The 3rd Folding@Home Holiday Season Race in December 2008

Page 19 - Seeking answers? Join the AnandTech community: where nearly half-a-million members share solutions and discuss the latest tech.

Insidious

Diamond Member
Oct 25, 2001
7,649
0
0
Thanks for the race update Peter!

Hope everyone in your household is feeling better. (probably a little soon for that)

What do we have left? 6 days?

I think TAS needs a (post) Christmas miracle. And we were doing soooooo good too. :roll:

The new GPU clients have given me a nice boost, but I guess since everybody gets it.. that's little consolation. :p

Crunch on merry 'pooters :thumbsup:

-Sid

edit: :music: :music: :beer: :beer: :music: :music: (<-- I'm still whistlin' baby! :cool: )
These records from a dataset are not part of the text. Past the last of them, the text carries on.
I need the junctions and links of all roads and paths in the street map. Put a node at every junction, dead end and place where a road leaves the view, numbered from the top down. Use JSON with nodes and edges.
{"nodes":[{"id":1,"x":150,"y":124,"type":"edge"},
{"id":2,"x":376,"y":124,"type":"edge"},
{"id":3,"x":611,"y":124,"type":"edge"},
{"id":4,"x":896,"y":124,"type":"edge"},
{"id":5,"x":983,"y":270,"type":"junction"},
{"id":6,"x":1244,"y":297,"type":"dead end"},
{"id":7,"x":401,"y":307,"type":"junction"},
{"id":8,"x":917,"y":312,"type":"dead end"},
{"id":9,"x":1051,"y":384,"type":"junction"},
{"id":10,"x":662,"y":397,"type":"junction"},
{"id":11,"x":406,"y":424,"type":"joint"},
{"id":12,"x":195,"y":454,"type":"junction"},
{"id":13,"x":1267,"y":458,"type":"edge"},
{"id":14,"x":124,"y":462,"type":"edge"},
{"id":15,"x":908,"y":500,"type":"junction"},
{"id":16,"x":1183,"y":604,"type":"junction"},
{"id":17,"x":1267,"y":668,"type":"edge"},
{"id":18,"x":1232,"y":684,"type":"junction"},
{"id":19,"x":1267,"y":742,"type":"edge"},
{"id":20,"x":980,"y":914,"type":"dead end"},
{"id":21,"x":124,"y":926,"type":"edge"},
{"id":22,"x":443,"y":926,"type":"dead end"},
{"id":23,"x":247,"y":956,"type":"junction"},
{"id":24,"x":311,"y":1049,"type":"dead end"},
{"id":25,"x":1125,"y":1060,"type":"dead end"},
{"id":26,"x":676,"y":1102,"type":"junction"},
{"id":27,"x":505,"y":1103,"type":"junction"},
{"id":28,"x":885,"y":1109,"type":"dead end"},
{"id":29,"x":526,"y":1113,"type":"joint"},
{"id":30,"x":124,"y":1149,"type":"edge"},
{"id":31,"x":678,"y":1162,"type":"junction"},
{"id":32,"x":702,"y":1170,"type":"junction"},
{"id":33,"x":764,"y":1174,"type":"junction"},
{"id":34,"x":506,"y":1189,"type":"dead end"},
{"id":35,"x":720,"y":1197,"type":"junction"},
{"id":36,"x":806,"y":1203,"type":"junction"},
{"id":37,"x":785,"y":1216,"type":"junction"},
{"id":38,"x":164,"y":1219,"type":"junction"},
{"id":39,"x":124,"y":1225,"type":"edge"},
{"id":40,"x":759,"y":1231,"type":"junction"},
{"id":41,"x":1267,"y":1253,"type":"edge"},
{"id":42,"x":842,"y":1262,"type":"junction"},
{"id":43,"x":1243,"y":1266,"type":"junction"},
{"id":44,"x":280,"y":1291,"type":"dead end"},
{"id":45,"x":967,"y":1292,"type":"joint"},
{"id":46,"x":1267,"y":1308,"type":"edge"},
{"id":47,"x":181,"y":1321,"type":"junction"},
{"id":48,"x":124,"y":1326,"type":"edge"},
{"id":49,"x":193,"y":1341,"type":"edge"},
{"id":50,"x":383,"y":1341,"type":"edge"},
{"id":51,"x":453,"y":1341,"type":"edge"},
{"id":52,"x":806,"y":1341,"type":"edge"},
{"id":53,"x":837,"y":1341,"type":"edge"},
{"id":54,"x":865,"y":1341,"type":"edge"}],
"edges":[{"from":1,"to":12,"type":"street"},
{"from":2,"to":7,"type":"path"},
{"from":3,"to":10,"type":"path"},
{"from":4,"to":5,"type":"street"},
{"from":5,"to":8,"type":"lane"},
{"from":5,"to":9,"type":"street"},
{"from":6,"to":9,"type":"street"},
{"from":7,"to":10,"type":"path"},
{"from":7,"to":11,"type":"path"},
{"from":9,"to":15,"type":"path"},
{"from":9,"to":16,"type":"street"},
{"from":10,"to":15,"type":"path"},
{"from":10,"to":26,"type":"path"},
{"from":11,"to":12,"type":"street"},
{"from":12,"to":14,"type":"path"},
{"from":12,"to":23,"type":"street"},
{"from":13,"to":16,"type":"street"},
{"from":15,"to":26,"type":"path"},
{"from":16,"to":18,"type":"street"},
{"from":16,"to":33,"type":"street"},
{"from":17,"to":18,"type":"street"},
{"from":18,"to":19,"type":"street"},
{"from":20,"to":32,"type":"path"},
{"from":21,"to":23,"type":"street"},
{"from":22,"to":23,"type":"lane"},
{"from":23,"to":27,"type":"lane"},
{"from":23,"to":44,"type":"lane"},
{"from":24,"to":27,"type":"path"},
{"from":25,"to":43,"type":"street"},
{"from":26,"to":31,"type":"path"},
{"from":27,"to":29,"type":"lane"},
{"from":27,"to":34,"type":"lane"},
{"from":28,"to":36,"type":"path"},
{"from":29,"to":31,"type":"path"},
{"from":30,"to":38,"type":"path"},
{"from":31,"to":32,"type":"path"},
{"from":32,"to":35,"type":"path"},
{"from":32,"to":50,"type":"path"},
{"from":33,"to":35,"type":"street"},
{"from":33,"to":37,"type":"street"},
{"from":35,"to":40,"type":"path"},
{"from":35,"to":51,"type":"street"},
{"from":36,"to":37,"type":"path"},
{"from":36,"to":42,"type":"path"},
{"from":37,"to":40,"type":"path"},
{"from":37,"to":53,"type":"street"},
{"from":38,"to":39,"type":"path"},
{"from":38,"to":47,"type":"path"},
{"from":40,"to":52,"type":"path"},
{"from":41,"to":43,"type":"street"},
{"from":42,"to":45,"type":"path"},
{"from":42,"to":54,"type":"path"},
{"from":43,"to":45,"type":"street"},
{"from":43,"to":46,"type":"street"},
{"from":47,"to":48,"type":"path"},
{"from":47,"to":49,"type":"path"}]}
PPS: It's not too late TAS...... one race isn't lost..... YET. Think protiens!
 

Pokey

Platinum Member
Oct 20, 1999
2,782
481
126
Thanks for the stats Peter. :D

I don't know if anyone else has, but I just recently hit a rash of:

NANs detected on GPU
[23:35:06]
[23:35:06] Folding@home Core Shutdown: UNSTABLE_MACHINE
[23:35:09] CoreStatus = 7A (122)
[23:35:09] Sending work to server
[23:35:09] Project: 5768 (Run 1, Clone 23, Gen 12)
[23:35:09] - Read packet limit of 540015616... Set to 524286976.
[23:35:09] - Error: Could not get length of results file work/wuresults_00.dat
[23:35:09] - Error: Could not read unit 00 file. Removing from queue.
[23:35:09] EUE limit exceeded. Pausing 24 hours.

And just as I was ready to dive in, the problem seems to have sorted out somewhat........................ :confused:

The two computers have AMD processors and 9800 GT GPUs and 57xx projects. The problem seems to have a history back to '07 when I try to "google" it. But I haven't stumbled on a sure-fire solution. I guess you just wait it out.

While I am not exactly high fiving anyone yet, I am glad to see the Folders out front now and my gazillion dollar investment in equipment helping. :p :p

But both our teams together must be raising eyebrows over at Stanford. :cool: :thumbsup:


 

Insidious

Diamond Member
Oct 25, 2001
7,649
0
0
Pokey: I've seen similar posts and also have seen this behavior at home. First of all, don't be too quick to blame your equipment or setup. They don't like to acknowledge it, but some of their Work Units..... just don't work right. Fortunately, that is getting to be more of a rarity than in some of our sorted past with this project. :roll:

In the working directory of your GPU client, you will see a folder called 'work'. For GPU clients, when they are working correctly you will only see data files associated with only a single queue slot (unless a result is being saved due to result server not accepting). However, when a server has rejected results, a couple of the files for that queue slot will not be removed even once the result has been successfully sent. Also, when a work unit does EUE (happens to everyone once in a while), the data files for that queue slot are left behind.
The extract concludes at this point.